On any given day, the biggest challenge is keeping the boat in alignment with the chain while we pull up the anchor. As soon as the chain deviates too far to the left or too far to the right, which happens when the wind or current pushes us, it’s impossible to continue as the chain will jump out of the bow roller and get stuck (see photo here and diagram #1 below). To put it back in place is tricky at best and potentially dangerous to the fingers, so we do everything we can to avoid this happening.
Moreover at some point in the process, the anchor got dislodged and started moving along the ocean floor giving us no holding point, but impaired our ability to steer the boat. Patrice did his best to control things at the helm while I desperately tried to get the chain up as quickly as possible even as the boat continued to fishtail wildly. We probably would’ve succeeded without incident if it hadn’t been for the fishing net.
As the chain came up, painfully slowly, it brought an old fishing net to the surface which was tightly wrapped around about 5 feet of the chain. Merde! I knew I had to get it off before it got to the bow roller, so I had to figure out how to reach it to disentangle the darn thing. To do so I had to leave my stable position propped against the forestay and go on my knees out on the pulpit (the raised platform which juts out from the front of the boat—see photo here), balance myself as best as I can in a very awkward position and lean down over the bow to reach the chain.
I did succeed, but no sooner had I gotten the darned thing off, a gust blew us smack into the boat anchored off our starboard (right) side--holy crash Batman! Thanks to my RYA training, I had a spare fender (a plastic cylinder which hangs over the boat's side to protect it against impact) handy and I was able to grab it in the nick of time and use it to cushion the blow.
The owner of the boat (let’s call him Fred) came charging out of his cabin screaming at us and pushed us away--I probably would’ve done the same in his shoes. However, because all my weight was thrown onto that fender and I was still on my knees on the pulpit, when he pushed our boat, I lost my balance and fell, fully clothed, into the water (see diagram #3).
When we arrived here in Le Marin, Martinique last Thursday with the problems with our engine our #1 priority, we were told there was no space in the marina until Sunday. In the that was fine since the engine expert was not available until Monday anyway and we worked out how to use the engine temporarily despite the malfunction. In the meantime we anchored in the bay, which we always prefer as it is much cooler there, has no mosquitoes, the view is better and we have a place to swim at our doorstep at all times.

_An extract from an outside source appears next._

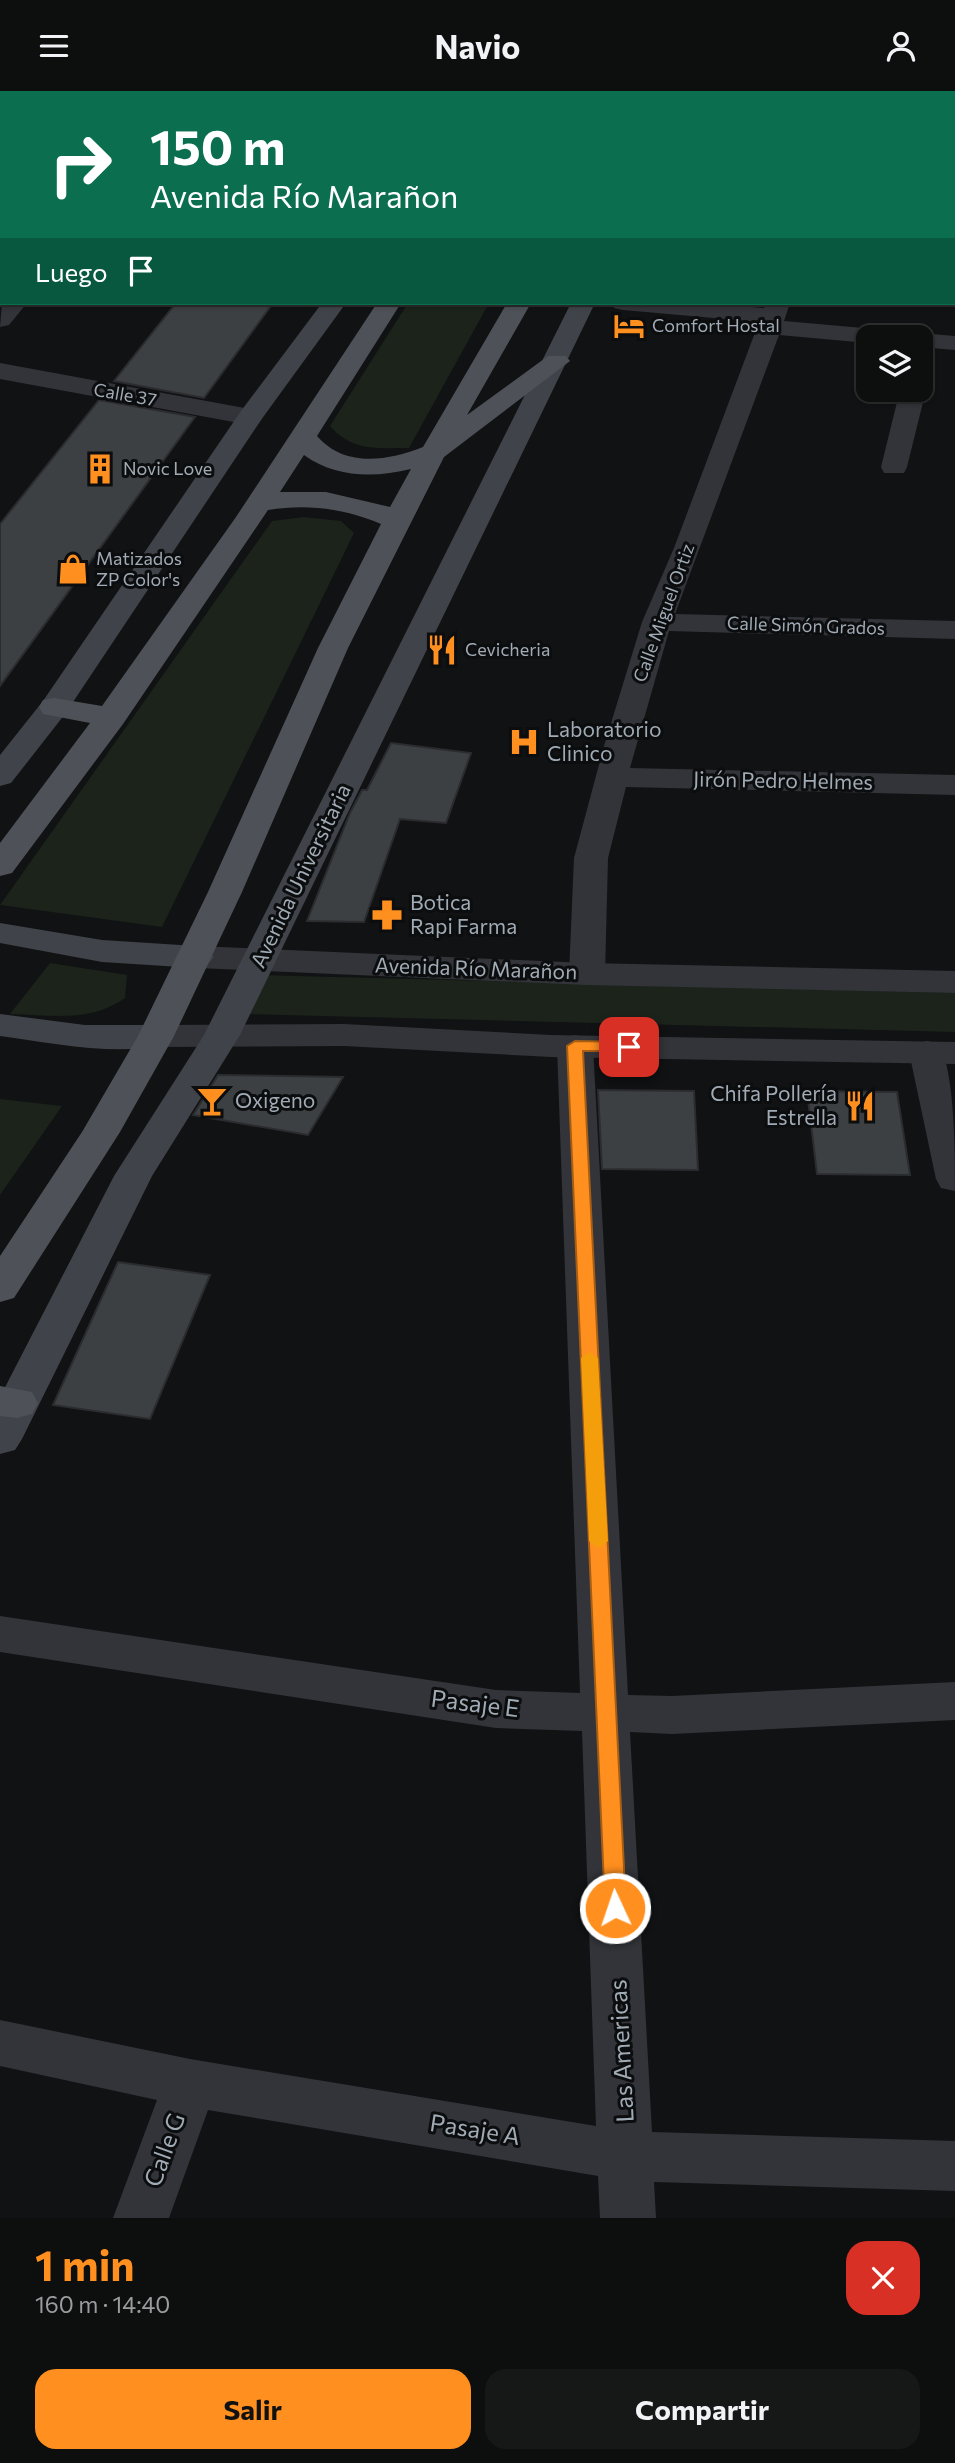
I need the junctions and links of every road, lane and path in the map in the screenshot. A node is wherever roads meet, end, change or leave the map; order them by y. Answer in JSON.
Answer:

Fred had kindly pulled me out of the water onto his boat after I fell where I sat drenched and abjectly apologetic while he frantically tried to save his boat from further disaster. Eventually one of the dinghy guys kindly rescued me and took me back to Taka Trois where I gathered my wits and tried to make myself useful. Thankfully Taka Trois suffered little damage and there was no visible damage to the Fred’s boat and if anything is damaged underneath, he has our number and our insurance details. Whew!